▸ **What to produce**
A verbatim copy of all the data is required; the pictures should not appear in it.

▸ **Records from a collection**
++++++
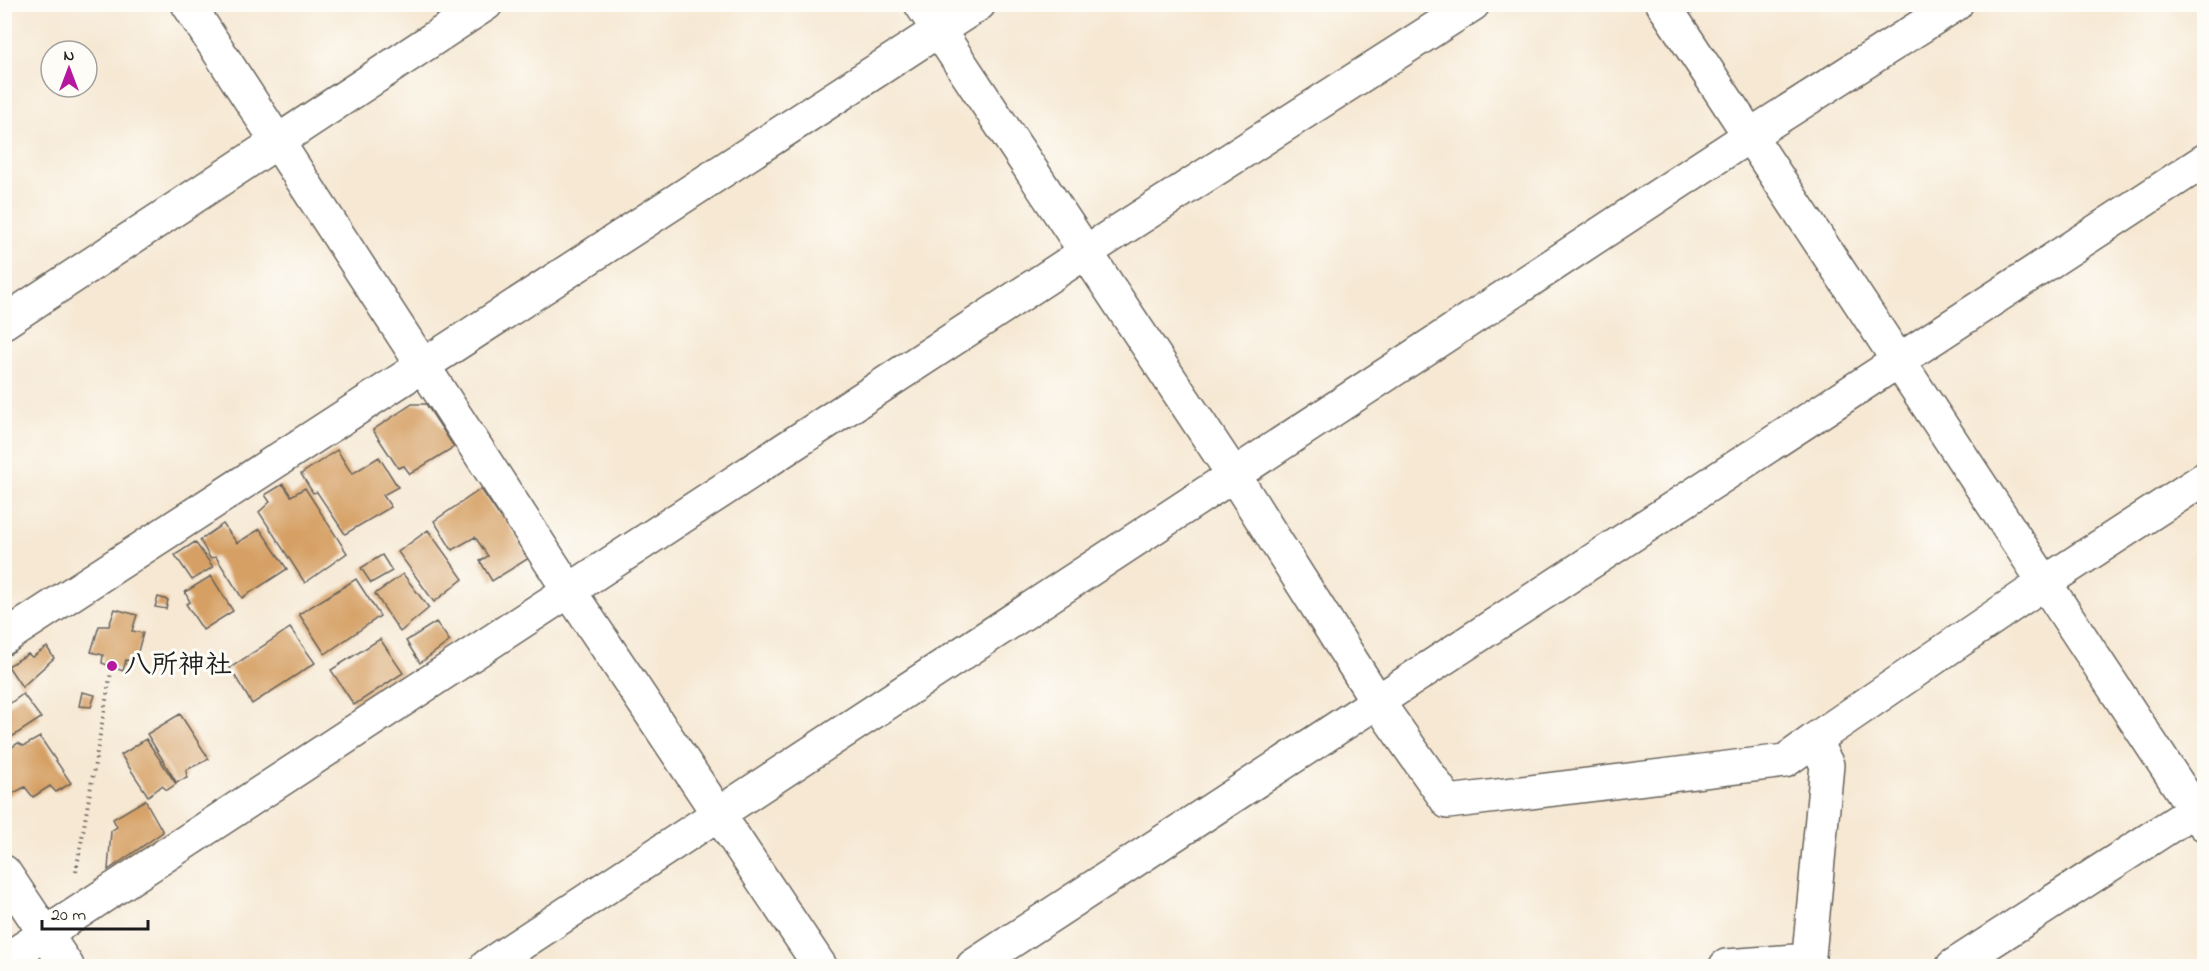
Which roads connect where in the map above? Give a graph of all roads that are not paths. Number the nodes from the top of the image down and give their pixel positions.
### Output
1 (188, 4) edge
2 (486, 4) edge
3 (979, 4) edge
4 (1473, 4) edge
5 (1663, 4) edge
6 (1956, 4) edge
7 (930, 18) edge
8 (1749, 136) junction
9 (279, 141) junction
10 (2205, 161) edge
11 (1086, 252) junction
12 (4, 322) edge
13 (1900, 360) junction
14 (424, 364) junction
15 (1235, 477) junction
16 (2205, 479) edge
17 (2044, 583) junction
18 (570, 592) junction
19 (4, 638) edge
20 (1377, 701) junction
21 (1814, 740) junction
22 (2202, 812) edge
23 (719, 813) junction
24 (4, 872) edge
25 (46, 934) junction
26 (4, 961) edge
27 (1809, 963) edge
28 (67, 966) edge
29 (487, 966) edge
30 (820, 966) edge
31 (974, 966) edge
32 (1726, 966) edge
33 (1953, 966) edge

1 - 9 street
2 - 9 street
3 - 7 street
4 - 11 street
5 - 8 street
6 - 8 street
7 - 11 street
7 - 14 street
8 - 13 street
8 - 15 street
9 - 12 street
9 - 14 street
10 - 13 street
11 - 15 street
11 - 18 street
13 - 17 street
13 - 20 street
14 - 18 street
14 - 19 street
15 - 20 street
15 - 23 street
16 - 17 street
17 - 21 street
17 - 22 street
18 - 23 street
18 - 25 street
20 - 21 street
20 - 31 street
21 - 27 street
22 - 33 street
23 - 29 street
23 - 30 street
24 - 25 street
25 - 26 street
25 - 28 street
27 - 32 street

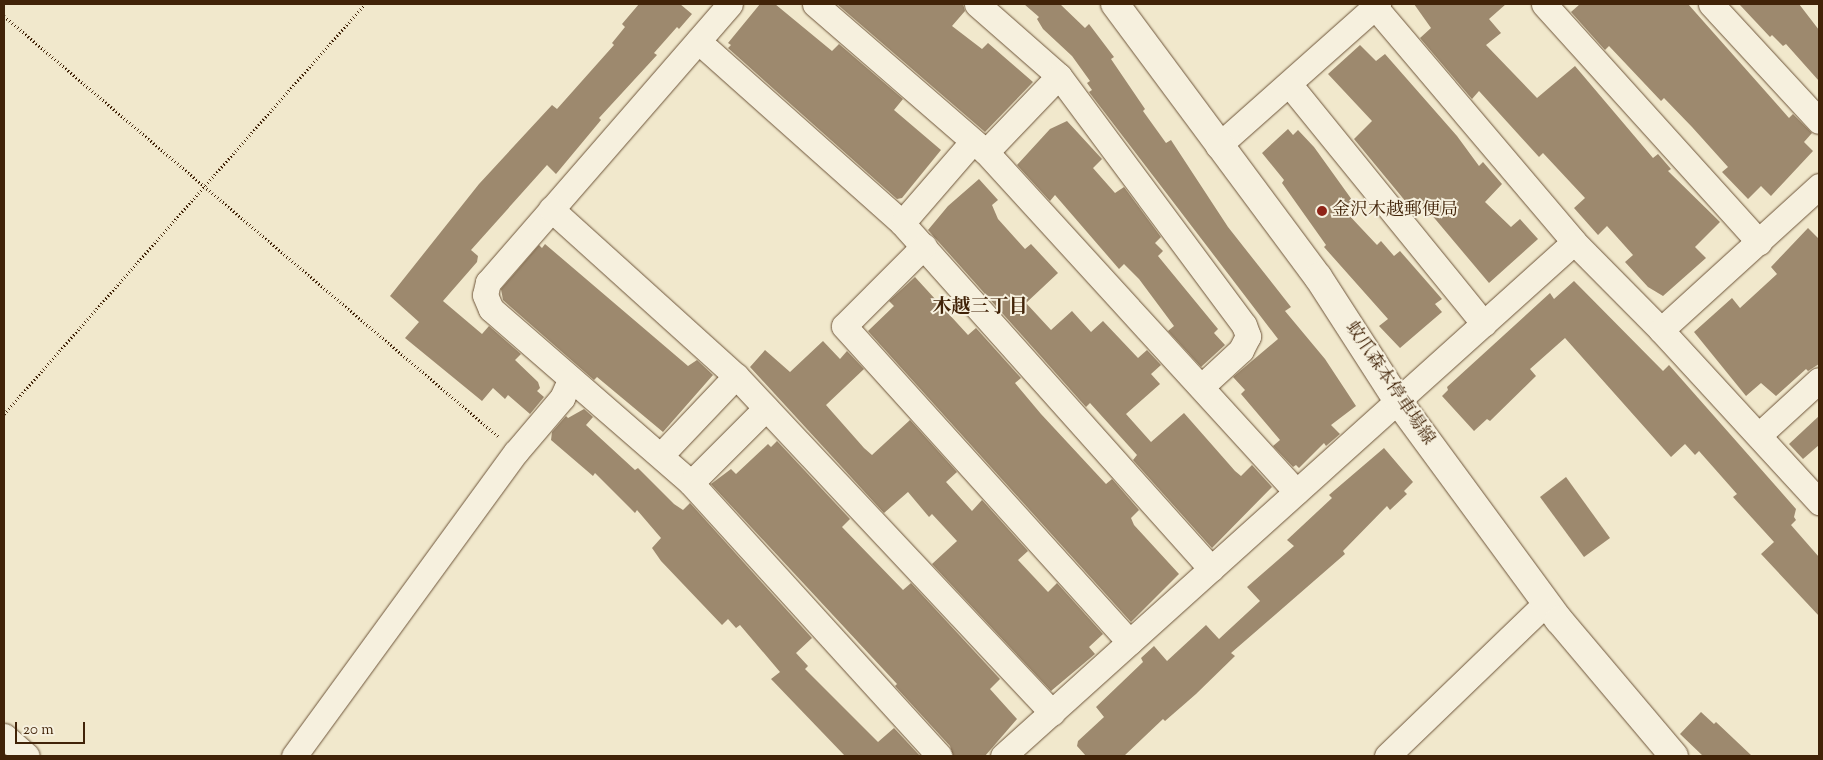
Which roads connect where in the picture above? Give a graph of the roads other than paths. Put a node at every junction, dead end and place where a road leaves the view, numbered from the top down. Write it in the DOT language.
graph roads {
  1 [pos="730,4"];
  2 [pos="814,4"];
  3 [pos="977,4"];
  4 [pos="1115,4"];
  5 [pos="1544,4"];
  6 [pos="1711,4"];
  7 [pos="1377,5"];
  8 [pos="698,41"];
  9 [pos="1060,76"];
  10 [pos="1289,84"];
  11 [pos="1819,121"];
  12 [pos="980,146"];
  13 [pos="1218,146"];
  14 [pos="1819,186"];
  15 [pos="551,209"];
  16 [pos="902,223"];
  17 [pos="1574,242"];
  18 [pos="1759,242"];
  19 [pos="924,246"];
  20 [pos="1484,324"];
  21 [pos="1662,330"];
  22 [pos="736,376"];
  23 [pos="570,380"];
  24 [pos="1819,380"];
  25 [pos="1201,388"];
  26 [pos="1398,401"];
  27 [pos="766,408"];
  28 [pos="1758,435"];
  29 [pos="661,455"];
  30 [pos="691,483"];
  31 [pos="1296,492"];
  32 [pos="1819,502"];
  33 [pos="1212,568"];
  34 [pos="1546,603"];
  35 [pos="1130,642"];
  36 [pos="1052,712"];
  37 [pos="4,736"];
  38 [pos="27,756"];
  39 [pos="294,756"];
  40 [pos="939,756"];
  41 [pos="1003,756"];
  42 [pos="1387,756"];
  43 [pos="1674,756"];
  1 -- 8 [label="street"];
  2 -- 12 [label="street"];
  3 -- 9 [label="street"];
  4 -- 13 [label="main road, 蚊爪森本停車場線"];
  5 -- 18 [label="street"];
  6 -- 11 [label="street"];
  7 -- 10 [label="street"];
  7 -- 17 [label="street"];
  8 -- 15 [label="street"];
  8 -- 16 [label="street"];
  9 -- 12 [label="street"];
  9 -- 25 [label="street"];
  10 -- 13 [label="street"];
  10 -- 20 [label="street"];
  12 -- 16 [label="street"];
  12 -- 25 [label="street"];
  13 -- 26 [label="main road, 蚊爪森本停車場線"];
  14 -- 18 [label="street"];
  15 -- 22 [label="street"];
  15 -- 23 [label="street"];
  16 -- 19 [label="street"];
  17 -- 20 [label="street"];
  17 -- 21 [label="street"];
  18 -- 21 [label="street"];
  19 -- 33 [label="street"];
  19 -- 35 [label="street"];
  20 -- 26 [label="street"];
  21 -- 28 [label="street"];
  22 -- 27 [label="street"];
  22 -- 29 [label="street"];
  23 -- 29 [label="street"];
  23 -- 39 [label="street"];
  24 -- 28 [label="street"];
  25 -- 31 [label="street"];
  26 -- 31 [label="street"];
  26 -- 34 [label="main road, 蚊爪森本停車場線"];
  27 -- 30 [label="street"];
  27 -- 36 [label="street"];
  28 -- 32 [label="street"];
  29 -- 30 [label="street"];
  30 -- 40 [label="street"];
  31 -- 33 [label="street"];
  33 -- 35 [label="street"];
  34 -- 42 [label="street"];
  34 -- 43 [label="main road, 蚊爪森本停車場線"];
  35 -- 36 [label="street"];
  36 -- 41 [label="street"];
  37 -- 38 [label="street"];
}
++++++
▸ **Response**
Which roads connect where in the map above? Give a graph of all roads that are not paths. Number the nodes from the top of the image down and give their pixel positions.
### Output
1 (188, 4) edge
2 (486, 4) edge
3 (979, 4) edge
4 (1473, 4) edge
5 (1663, 4) edge
6 (1956, 4) edge
7 (930, 18) edge
8 (1749, 136) junction
9 (279, 141) junction
10 (2205, 161) edge
11 (1086, 252) junction
12 (4, 322) edge
13 (1900, 360) junction
14 (424, 364) junction
15 (1235, 477) junction
16 (2205, 479) edge
17 (2044, 583) junction
18 (570, 592) junction
19 (4, 638) edge
20 (1377, 701) junction
21 (1814, 740) junction
22 (2202, 812) edge
23 (719, 813) junction
24 (4, 872) edge
25 (46, 934) junction
26 (4, 961) edge
27 (1809, 963) edge
28 (67, 966) edge
29 (487, 966) edge
30 (820, 966) edge
31 (974, 966) edge
32 (1726, 966) edge
33 (1953, 966) edge

1 - 9 street
2 - 9 street
3 - 7 street
4 - 11 street
5 - 8 street
6 - 8 street
7 - 11 street
7 - 14 street
8 - 13 street
8 - 15 street
9 - 12 street
9 - 14 street
10 - 13 street
11 - 15 street
11 - 18 street
13 - 17 street
13 - 20 street
14 - 18 street
14 - 19 street
15 - 20 street
15 - 23 street
16 - 17 street
17 - 21 street
17 - 22 street
18 - 23 street
18 - 25 street
20 - 21 street
20 - 31 street
21 - 27 street
22 - 33 street
23 - 29 street
23 - 30 street
24 - 25 street
25 - 26 street
25 - 28 street
27 - 32 street

Which roads connect where in the picture above? Give a graph of the roads other than paths. Put a node at every junction, dead end and place where a road leaves the view, numbered from the top down. Write it in the DOT language.
graph roads {
  1 [pos="730,4"];
  2 [pos="814,4"];
  3 [pos="977,4"];
  4 [pos="1115,4"];
  5 [pos="1544,4"];
  6 [pos="1711,4"];
  7 [pos="1377,5"];
  8 [pos="698,41"];
  9 [pos="1060,76"];
  10 [pos="1289,84"];
  11 [pos="1819,121"];
  12 [pos="980,146"];
  13 [pos="1218,146"];
  14 [pos="1819,186"];
  15 [pos="551,209"];
  16 [pos="902,223"];
  17 [pos="1574,242"];
  18 [pos="1759,242"];
  19 [pos="924,246"];
  20 [pos="1484,324"];
  21 [pos="1662,330"];
  22 [pos="736,376"];
  23 [pos="570,380"];
  24 [pos="1819,380"];
  25 [pos="1201,388"];
  26 [pos="1398,401"];
  27 [pos="766,408"];
  28 [pos="1758,435"];
  29 [pos="661,455"];
  30 [pos="691,483"];
  31 [pos="1296,492"];
  32 [pos="1819,502"];
  33 [pos="1212,568"];
  34 [pos="1546,603"];
  35 [pos="1130,642"];
  36 [pos="1052,712"];
  37 [pos="4,736"];
  38 [pos="27,756"];
  39 [pos="294,756"];
  40 [pos="939,756"];
  41 [pos="1003,756"];
  42 [pos="1387,756"];
  43 [pos="1674,756"];
  1 -- 8 [label="street"];
  2 -- 12 [label="street"];
  3 -- 9 [label="street"];
  4 -- 13 [label="main road, 蚊爪森本停車場線"];
  5 -- 18 [label="street"];
  6 -- 11 [label="street"];
  7 -- 10 [label="street"];
  7 -- 17 [label="street"];
  8 -- 15 [label="street"];
  8 -- 16 [label="street"];
  9 -- 12 [label="street"];
  9 -- 25 [label="street"];
  10 -- 13 [label="street"];
  10 -- 20 [label="street"];
  12 -- 16 [label="street"];
  12 -- 25 [label="street"];
  13 -- 26 [label="main road, 蚊爪森本停車場線"];
  14 -- 18 [label="street"];
  15 -- 22 [label="street"];
  15 -- 23 [label="street"];
  16 -- 19 [label="street"];
  17 -- 20 [label="street"];
  17 -- 21 [label="street"];
  18 -- 21 [label="street"];
  19 -- 33 [label="street"];
  19 -- 35 [label="street"];
  20 -- 26 [label="street"];
  21 -- 28 [label="street"];
  22 -- 27 [label="street"];
  22 -- 29 [label="street"];
  23 -- 29 [label="street"];
  23 -- 39 [label="street"];
  24 -- 28 [label="street"];
  25 -- 31 [label="street"];
  26 -- 31 [label="street"];
  26 -- 34 [label="main road, 蚊爪森本停車場線"];
  27 -- 30 [label="street"];
  27 -- 36 [label="street"];
  28 -- 32 [label="street"];
  29 -- 30 [label="street"];
  30 -- 40 [label="street"];
  31 -- 33 [label="street"];
  33 -- 35 [label="street"];
  34 -- 42 [label="street"];
  34 -- 43 [label="main road, 蚊爪森本停車場線"];
  35 -- 36 [label="street"];
  36 -- 41 [label="street"];
  37 -- 38 [label="street"];
}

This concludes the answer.